Describe the solution you'd like
Remove Prokka from nf-core/bacass and add Bakta instead.
Additional notes
It seems that Bakta needs a database to perform the annotations. However, even the light version of its database is somewhat heavy and could slow down the testing process.
Another option is to keep Prokka and add Bakta as an additional tool for annotation.
I am open to suggestions.
I don't know if you'll find a newer bacterial annotator that comes with a database the size of prokka's, though.
If it helps any, the bakta database is a lot smaller than the kraken2 ones.

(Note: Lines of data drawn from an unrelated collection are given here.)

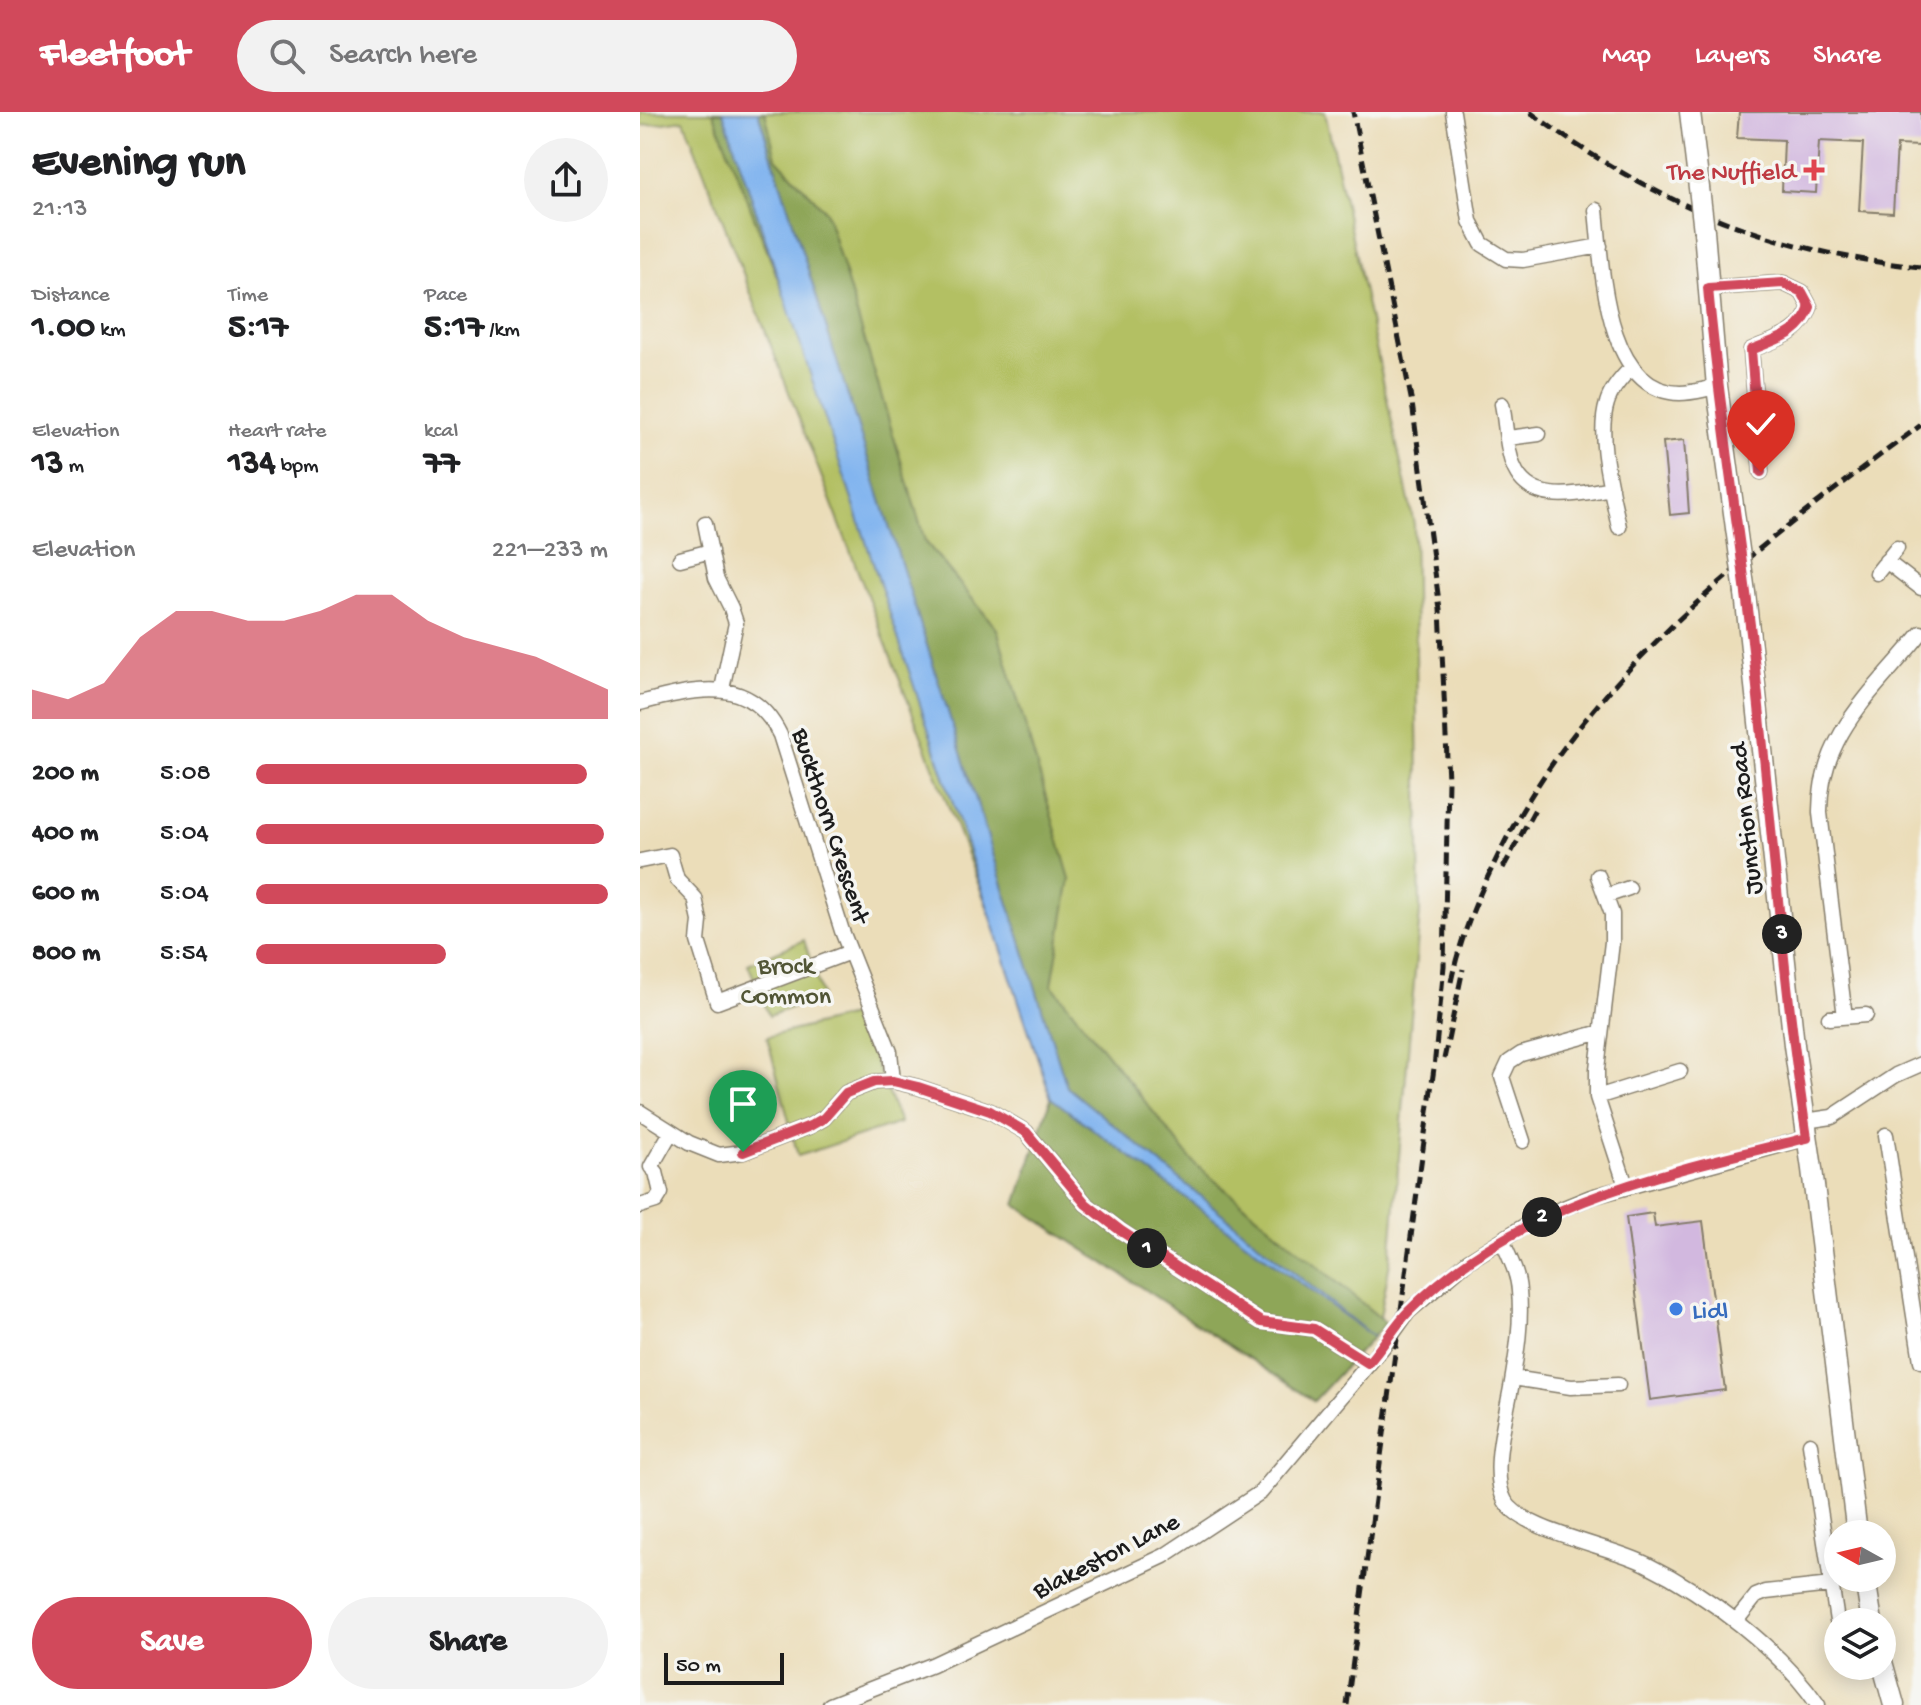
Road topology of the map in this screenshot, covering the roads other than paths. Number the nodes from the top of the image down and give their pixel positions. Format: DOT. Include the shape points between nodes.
graph roads {
  1 [pos="1453,112"];
  2 [pos="1690,112"];
  3 [pos="1596,210"];
  4 [pos="1600,246"];
  5 [pos="1708,288"];
  6 [pos="1632,367"];
  7 [pos="1717,387"];
  8 [pos="1502,404"];
  9 [pos="1539,434"];
  10 [pos="1508,438"];
  11 [pos="1761,472"];
  12 [pos="1611,488"];
  13 [pos="705,523"];
  14 [pos="1619,527"];
  15 [pos="1897,548"];
  16 [pos="711,551"];
  17 [pos="680,559"];
  18 [pos="1921,588"];
  19 [pos="1919,638"];
  20 [pos="722,689"];
  21 [pos="640,703"];
  22 [pos="640,861"];
  23 [pos="1598,876"];
  24 [pos="1629,888"];
  25 [pos="1606,896"];
  26 [pos="850,952"];
  27 [pos="1866,1015"];
  28 [pos="1845,1017"];
  29 [pos="1829,1018"];
  30 [pos="1601,1032"];
  31 [pos="1921,1064"];
  32 [pos="1680,1071"];
  33 [pos="893,1081"];
  34 [pos="1597,1097"];
  35 [pos="640,1112"];
  36 [pos="1806,1130"];
  37 [pos="671,1132"];
  38 [pos="1886,1135"];
  39 [pos="1523,1141"];
  40 [pos="646,1166"];
  41 [pos="1626,1186"];
  42 [pos="640,1206"];
  43 [pos="1502,1240"];
  44 [pos="1921,1361"];
  45 [pos="1368,1363"];
  46 [pos="1513,1378"];
  47 [pos="1618,1385"];
  48 [pos="1810,1444"];
  49 [pos="1855,1520"];
  50 [pos="1824,1538"];
  51 [pos="1824,1586"];
  52 [pos="1736,1621"];
  53 [pos="1887,1680"];
  54 [pos="830,1705"];
  55 [pos="1818,1705"];
  56 [pos="1894,1705"];
  1 -- 4 [label="street" via="1470,221 1482,244 1506,259 1523,260"];
  2 -- 5 [label="main road, Junction Road, bridge"];
  3 -- 4 [label="street"];
  4 -- 6 [label="street" via="1612,325"];
  5 -- 7 [label="main road, Junction Road"];
  5 -- 11 [label="street" via="1783,283 1802,292 1810,307 1796,330 1751,350"];
  6 -- 7 [label="street" via="1665,391"];
  6 -- 12 [label="street" via="1607,401 1603,430"];
  7 -- 36 [label="main road, Junction Road, bridge"];
  8 -- 10 [label="street"];
  9 -- 10 [label="street"];
  10 -- 12 [label="street" via="1513,465 1524,482 1541,493 1564,496"];
  12 -- 14 [label="street"];
  13 -- 16 [label="street"];
  15 -- 18 [label="street" via="1882,567"];
  16 -- 17 [label="street"];
  16 -- 20 [label="street" via="716,578 736,623"];
  19 -- 28 [label="street" via="1843,728 1822,780 1820,813"];
  20 -- 21 [label="street" via="692,690"];
  20 -- 26 [label="street, Buckthorn Crescent" via="763,710 780,735"];
  22 -- 26 [label="street" via="670,855 677,879 695,898 698,941 717,1002"];
  23 -- 25 [label="street"];
  24 -- 25 [label="street"];
  25 -- 30 [label="street" via="1612,942"];
  26 -- 33 [label="street, Buckthorn Crescent" via="890,1052"];
  27 -- 28 [label="street"];
  28 -- 29 [label="street"];
  30 -- 34 [label="street"];
  30 -- 39 [label="street" via="1509,1062 1502,1077"];
  31 -- 36 [label="street, Blakeston Lane"];
  32 -- 34 [label="street"];
  33 -- 37 [label="street" via="846,1093 810,1126 733,1155 705,1151"];
  33 -- 45 [label="street" via="990,1111 1026,1132 1086,1204 1121,1231 1261,1322 1314,1329"];
  34 -- 41 [label="street"];
  35 -- 37 [label="street"];
  36 -- 41 [label="street, Blakeston Lane"];
  36 -- 49 [label="main road, Junction Road"];
  37 -- 40 [label="street"];
  38 -- 44 [label="street"];
  40 -- 42 [label="street" via="656,1172 661,1193 656,1201"];
  41 -- 43 [label="street, Blakeston Lane" via="1534,1220"];
  43 -- 45 [label="street, Blakeston Lane" via="1468,1261 1408,1312"];
  43 -- 46 [label="street" via="1519,1289"];
  45 -- 54 [label="street, Blakeston Lane" via="1261,1492 1164,1556 932,1665"];
  46 -- 47 [label="street" via="1571,1387"];
  46 -- 52 [label="street" via="1498,1470 1507,1505 1525,1521 1648,1564"];
  48 -- 50 [label="street"];
  51 -- 52 [label="street" via="1756,1596"];
  52 -- 55 [label="street" via="1782,1662"];
  53 -- 56 [label="main road"];
}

Thanks for your input @erinyoung !.
I see... Well, at some point I noticed that downloading the kraken2 db (8gb) took less time than the Bakta database (1.3gb) using the nf-core/module/bakta/baktadbdownload
. Could it be that the aws S3 speeds up the kraken2 database download process (hosted at: https://genome-idx.s3.amazonaws.com/kraken/k2_standard_8gb_20210517.tar.gz)?
Anyway, lets give it a try 👍🏾 .